Created attachment 192191 [details]
dmesg received via netconsole before the system hang
We are running a ceph cluster on ext4 filesystem, we recently got a hardware failure, the ceph recovery process provokes a huge amount of data write on all our ext4 filesystems (~40 disks).
Now, we are experienced random nodes hang, we catch some partial backtrace (that can be found on the ceph bug tracker). And recently we got the full dmesg log via netconsole (attached to this BZ).
When the freeze occurs, it seems ceph processes lockup all the CPUs, each CPUs backtrace is related to a xattr operation.
bug report on ceph side: http://tracker.ceph.com/issues/13662
We have some nodes on debian and some other on ubuntu, we tried kernels 3.16, 3.19, 4.2.3. The issue occurs with all of them.
Hum, from the stack traces in the log it seems mb_cache_entry_alloc() is racing with other operations on the LRU and restarting all the time. Another possibility is that there are lots of entries in the LRU and it takes a long time to scan (if I remember right ceph is a heavy user of xattrs).
The first problem would be easily fixed by adding cond_resched() at appropriate place, the second problem would require more intrusive changes in how LRU is handled.

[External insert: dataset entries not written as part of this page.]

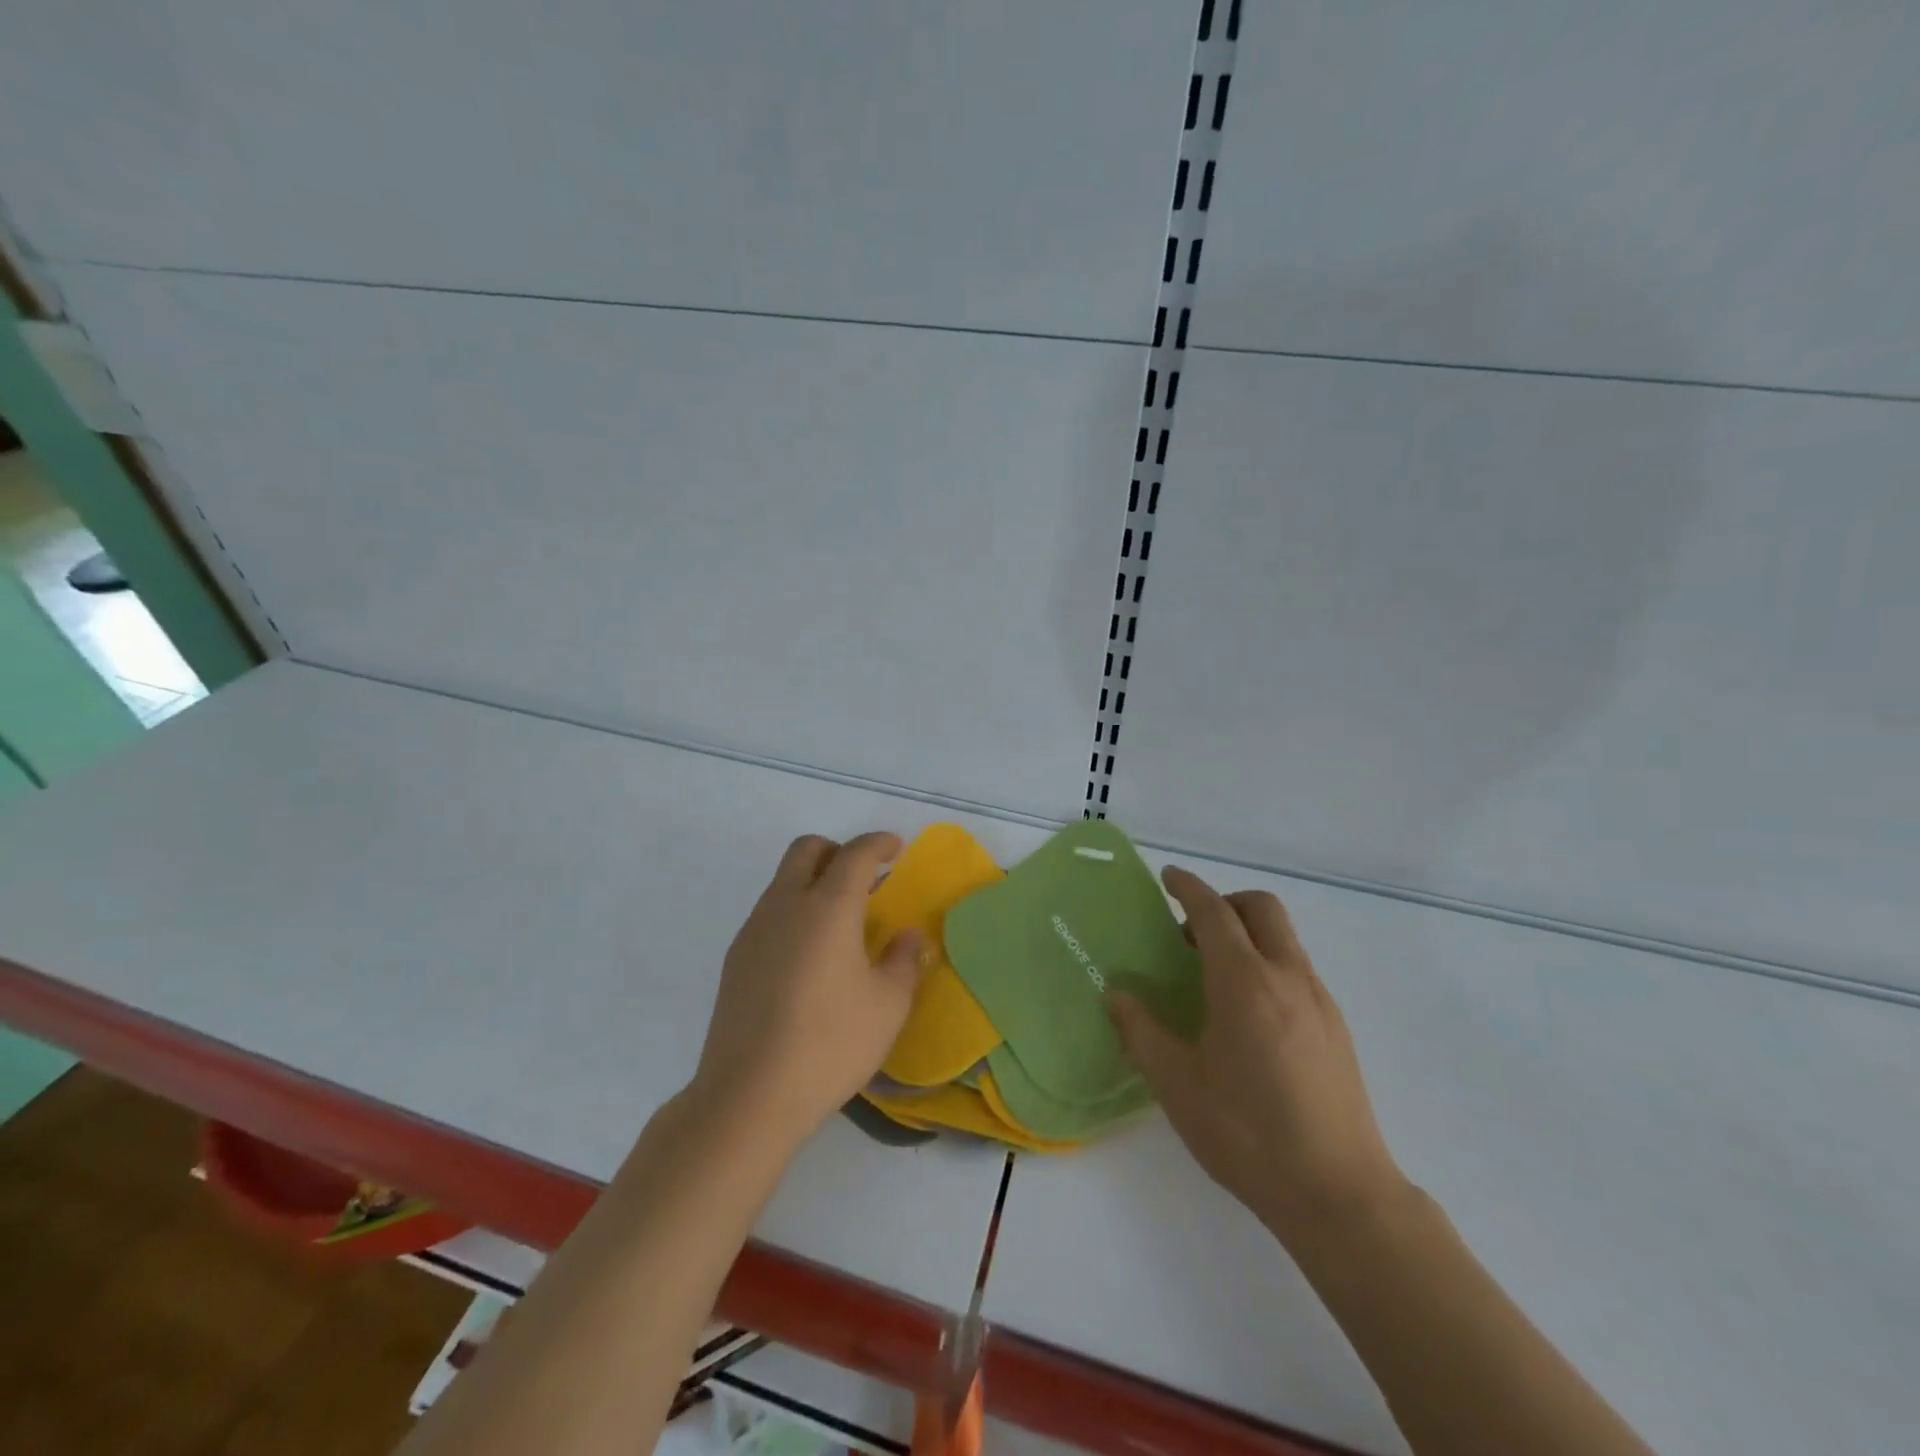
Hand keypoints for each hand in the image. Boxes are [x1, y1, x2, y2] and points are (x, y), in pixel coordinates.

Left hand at [689, 832, 925, 1148]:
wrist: (749, 1094)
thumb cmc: (831, 1044)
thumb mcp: (888, 1005)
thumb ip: (904, 961)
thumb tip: (908, 936)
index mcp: (828, 907)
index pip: (855, 854)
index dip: (879, 843)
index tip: (896, 849)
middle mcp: (786, 905)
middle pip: (807, 850)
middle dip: (838, 851)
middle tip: (864, 879)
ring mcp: (755, 929)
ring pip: (783, 880)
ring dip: (813, 881)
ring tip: (840, 923)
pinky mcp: (736, 958)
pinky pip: (769, 912)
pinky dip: (794, 911)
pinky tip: (808, 957)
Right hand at [1109, 866, 1407, 1246]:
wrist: (1340, 1195)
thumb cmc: (1248, 1135)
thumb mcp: (1178, 1085)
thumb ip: (1142, 1032)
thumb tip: (1117, 994)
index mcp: (1245, 983)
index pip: (1214, 913)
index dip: (1188, 888)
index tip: (1168, 878)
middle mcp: (1288, 977)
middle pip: (1261, 908)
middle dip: (1225, 902)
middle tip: (1191, 932)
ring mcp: (1320, 1001)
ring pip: (1284, 938)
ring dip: (1247, 934)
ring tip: (1213, 977)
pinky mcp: (1337, 1027)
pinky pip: (1297, 969)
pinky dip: (1267, 963)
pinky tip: (1248, 1015)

Can you reproduce the issue?
Created attachment 192211 [details]
Yes ceph heavy uses xattr
I don't have a 'step by step to reproduce' list. But I have the issue ~4-5 times per day on a ceph cluster since the first incident.
On November 5, 2015 6:02:57 PM GMT+01:00, firstname.lastname@example.org wrote:
>Jan Kara <email@example.com> changed:
> What |Removed |Added
> Status|NEW |NEEDINFO
>--- Comment #1 from Jan Kara <firstname.lastname@example.org> ---
>Hum, from the stack traces in the log it seems mb_cache_entry_alloc()
>with other operations on the LRU and restarting all the time. Another
>possibility is that there are lots of entries in the LRU and it takes a
>time to scan (if I remember right ceph is a heavy user of xattrs).
>The first problem would be easily fixed by adding cond_resched() at
>place, the second problem would require more intrusive changes in how
>Can you reproduce the issue?
>You are receiving this mail because:
>You reported the bug.
If Ceph is using xattrs that are all different for each inode, the mbcache is not really useful at all. So I wonder if we should have a mount option which disables the mbcache. This will prove the scalability of the xattr functions, and should be a pretty big performance win for Ceph.
Don't know if this is still around:
My reading of the mbcache code is that
cache->c_max_entries = bucket_count << 4
is limiting to on average 16 entries per bucket. For ext4 bucket_bits is 10 so 1024 buckets.
Once the cache is full which is very likely situation given ceph use of xattr with differing values all ceph threads will compete for the global mbcache locks on *each* xattr operation.
Am I correct here?
ceph is designed to have one process managing one non shared device the mbcache design is very likely limiting scalability here by having global locks. Plus probably has a locking bug.
Created attachment 192351 [details]
Remove ext4 mbcache
Would this (untested/mechanical) patch be ok to test mbcache removal?
Yeah, that would test what the performance would look like without mbcache. BTW: Among xattrs ceph is using how many of them are the same? Mbcache is a win for the common case where xattrs are mostly used for ACLs or SE Linux labels and thus the reuse is big (mbcache is essentially a deduplication layer for xattrs).
And yes, it is in a need of some updates to meet current scalability demands (I don't think what you hit is a bug as such, rather an inefficiency that becomes lethal at your scale) - other users than ceph occasionally report issues as well. Probably we should track things per-fs, not globally, hook each per-fs mbcache into the shrinker framework and don't introduce artificial upper bounds on the number of entries and instead let natural memory pressure deal with it.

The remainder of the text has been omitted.